ルースに付けられた傷から黒い血が流れ出る。
「殺すなよ?」
ルースの言葉に、ノエルは男を見下ろしながら答える。
「これぐらいじゃ死なないさ。まあ、魔物の血がすっかり体に定着してるみたいだから、相当キツイのは確かだろうけどね。」
気を失った男の体は、それでもビクンビクンと反応を示している。
「じゃあ、俺は先に戻る。後は頼んだ。」
そう言ったルースを、ノエルが呼び止める。
「ルース。君には、君の考えがあるのはわかってる。
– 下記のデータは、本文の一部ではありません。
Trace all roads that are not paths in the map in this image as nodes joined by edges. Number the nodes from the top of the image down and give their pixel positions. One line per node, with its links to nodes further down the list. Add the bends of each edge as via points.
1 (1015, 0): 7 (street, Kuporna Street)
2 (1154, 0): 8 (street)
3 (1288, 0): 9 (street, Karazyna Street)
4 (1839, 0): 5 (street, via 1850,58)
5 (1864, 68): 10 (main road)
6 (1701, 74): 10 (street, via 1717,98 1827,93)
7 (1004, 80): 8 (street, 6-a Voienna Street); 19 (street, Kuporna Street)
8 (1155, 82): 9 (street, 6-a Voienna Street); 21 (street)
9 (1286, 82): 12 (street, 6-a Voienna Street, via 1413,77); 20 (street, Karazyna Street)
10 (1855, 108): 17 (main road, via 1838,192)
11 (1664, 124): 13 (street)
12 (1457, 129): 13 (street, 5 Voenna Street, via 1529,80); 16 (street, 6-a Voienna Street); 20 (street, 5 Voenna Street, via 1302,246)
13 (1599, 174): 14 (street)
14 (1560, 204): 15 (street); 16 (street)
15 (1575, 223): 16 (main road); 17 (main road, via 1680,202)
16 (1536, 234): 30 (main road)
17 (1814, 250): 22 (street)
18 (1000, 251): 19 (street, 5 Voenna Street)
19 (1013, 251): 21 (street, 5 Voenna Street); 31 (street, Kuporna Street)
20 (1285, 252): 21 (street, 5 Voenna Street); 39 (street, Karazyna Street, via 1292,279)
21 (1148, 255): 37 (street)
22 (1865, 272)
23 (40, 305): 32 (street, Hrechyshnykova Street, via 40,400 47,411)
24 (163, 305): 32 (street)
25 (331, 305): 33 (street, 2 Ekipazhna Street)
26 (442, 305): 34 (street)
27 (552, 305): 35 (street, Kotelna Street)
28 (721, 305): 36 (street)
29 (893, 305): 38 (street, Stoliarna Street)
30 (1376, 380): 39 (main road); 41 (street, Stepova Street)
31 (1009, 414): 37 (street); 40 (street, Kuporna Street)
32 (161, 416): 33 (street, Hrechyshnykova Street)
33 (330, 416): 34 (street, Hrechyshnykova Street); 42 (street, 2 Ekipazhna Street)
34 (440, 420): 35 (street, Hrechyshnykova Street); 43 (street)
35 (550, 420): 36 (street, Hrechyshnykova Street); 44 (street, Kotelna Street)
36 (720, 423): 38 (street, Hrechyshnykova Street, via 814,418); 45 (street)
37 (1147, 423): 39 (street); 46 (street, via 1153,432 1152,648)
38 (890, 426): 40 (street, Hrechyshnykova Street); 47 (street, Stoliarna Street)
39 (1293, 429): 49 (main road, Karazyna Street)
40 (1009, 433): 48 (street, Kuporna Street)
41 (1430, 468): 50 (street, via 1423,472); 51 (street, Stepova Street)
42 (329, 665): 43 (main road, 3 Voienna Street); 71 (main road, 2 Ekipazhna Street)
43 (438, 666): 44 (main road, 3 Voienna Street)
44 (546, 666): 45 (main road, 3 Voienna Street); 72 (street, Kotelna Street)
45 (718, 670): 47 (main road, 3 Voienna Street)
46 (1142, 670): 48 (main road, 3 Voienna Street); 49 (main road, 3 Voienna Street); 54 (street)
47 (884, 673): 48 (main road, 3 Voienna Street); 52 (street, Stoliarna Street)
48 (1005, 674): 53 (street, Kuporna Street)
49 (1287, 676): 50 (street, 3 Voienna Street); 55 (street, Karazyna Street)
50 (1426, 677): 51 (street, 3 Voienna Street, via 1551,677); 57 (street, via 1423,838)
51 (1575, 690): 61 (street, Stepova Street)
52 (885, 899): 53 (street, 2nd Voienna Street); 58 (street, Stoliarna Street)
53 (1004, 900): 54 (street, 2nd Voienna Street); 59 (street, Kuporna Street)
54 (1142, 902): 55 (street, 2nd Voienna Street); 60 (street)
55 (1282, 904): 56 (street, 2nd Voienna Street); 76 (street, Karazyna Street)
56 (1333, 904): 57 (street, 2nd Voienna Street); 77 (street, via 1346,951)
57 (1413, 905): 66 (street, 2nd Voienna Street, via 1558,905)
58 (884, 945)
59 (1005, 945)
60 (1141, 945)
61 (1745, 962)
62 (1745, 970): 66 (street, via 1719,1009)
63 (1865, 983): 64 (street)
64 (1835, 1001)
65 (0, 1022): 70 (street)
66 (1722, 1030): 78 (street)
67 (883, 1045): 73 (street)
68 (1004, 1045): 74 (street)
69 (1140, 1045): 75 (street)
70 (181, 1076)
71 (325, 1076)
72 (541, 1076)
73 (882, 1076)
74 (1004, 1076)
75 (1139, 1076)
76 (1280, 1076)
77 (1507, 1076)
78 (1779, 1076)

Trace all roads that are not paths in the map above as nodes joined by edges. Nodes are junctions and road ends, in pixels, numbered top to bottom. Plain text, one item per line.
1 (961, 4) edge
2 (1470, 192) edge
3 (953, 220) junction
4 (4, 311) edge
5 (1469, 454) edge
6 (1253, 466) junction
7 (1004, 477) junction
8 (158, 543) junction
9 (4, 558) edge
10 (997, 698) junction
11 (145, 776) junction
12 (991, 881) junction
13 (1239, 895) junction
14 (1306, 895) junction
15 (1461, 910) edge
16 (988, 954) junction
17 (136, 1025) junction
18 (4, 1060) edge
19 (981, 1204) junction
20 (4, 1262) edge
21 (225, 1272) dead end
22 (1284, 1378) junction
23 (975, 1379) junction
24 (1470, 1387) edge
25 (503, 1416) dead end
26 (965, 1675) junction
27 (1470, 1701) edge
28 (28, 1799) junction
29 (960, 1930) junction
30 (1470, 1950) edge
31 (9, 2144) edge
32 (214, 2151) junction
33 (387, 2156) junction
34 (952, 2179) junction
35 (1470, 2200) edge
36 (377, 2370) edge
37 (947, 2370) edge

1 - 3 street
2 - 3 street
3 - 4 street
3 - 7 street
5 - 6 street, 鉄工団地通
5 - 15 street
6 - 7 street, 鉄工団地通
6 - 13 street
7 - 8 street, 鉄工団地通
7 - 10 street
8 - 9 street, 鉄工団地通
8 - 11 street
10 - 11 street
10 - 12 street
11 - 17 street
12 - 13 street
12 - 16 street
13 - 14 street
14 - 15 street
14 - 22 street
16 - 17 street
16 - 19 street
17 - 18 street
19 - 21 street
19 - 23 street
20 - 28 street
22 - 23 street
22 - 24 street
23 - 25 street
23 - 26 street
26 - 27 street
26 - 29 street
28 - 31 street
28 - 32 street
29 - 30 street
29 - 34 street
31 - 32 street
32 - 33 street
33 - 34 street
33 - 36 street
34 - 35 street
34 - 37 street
」
ルースは、振り返らずに黙ってその言葉を聞いた。
「長い付き合いだからね。君の性格もよくわかってるつもりだけど。」
一旦言葉を止める。
ルースは、ノエルを振り返り、訝しげに眉根を寄せる。
そんなルースに、ノエルは微かに苦笑いを浮かべて言った。
「たまには、素直になってもいいんじゃないかなぁ?」
「…。」
ルースは答えずに風を呼ぶと、先に男の体を浮かせ、そのまま風に乗って飛び去って行った。
その空を見上げて、ノエルは少し呆れたようにため息をこぼす。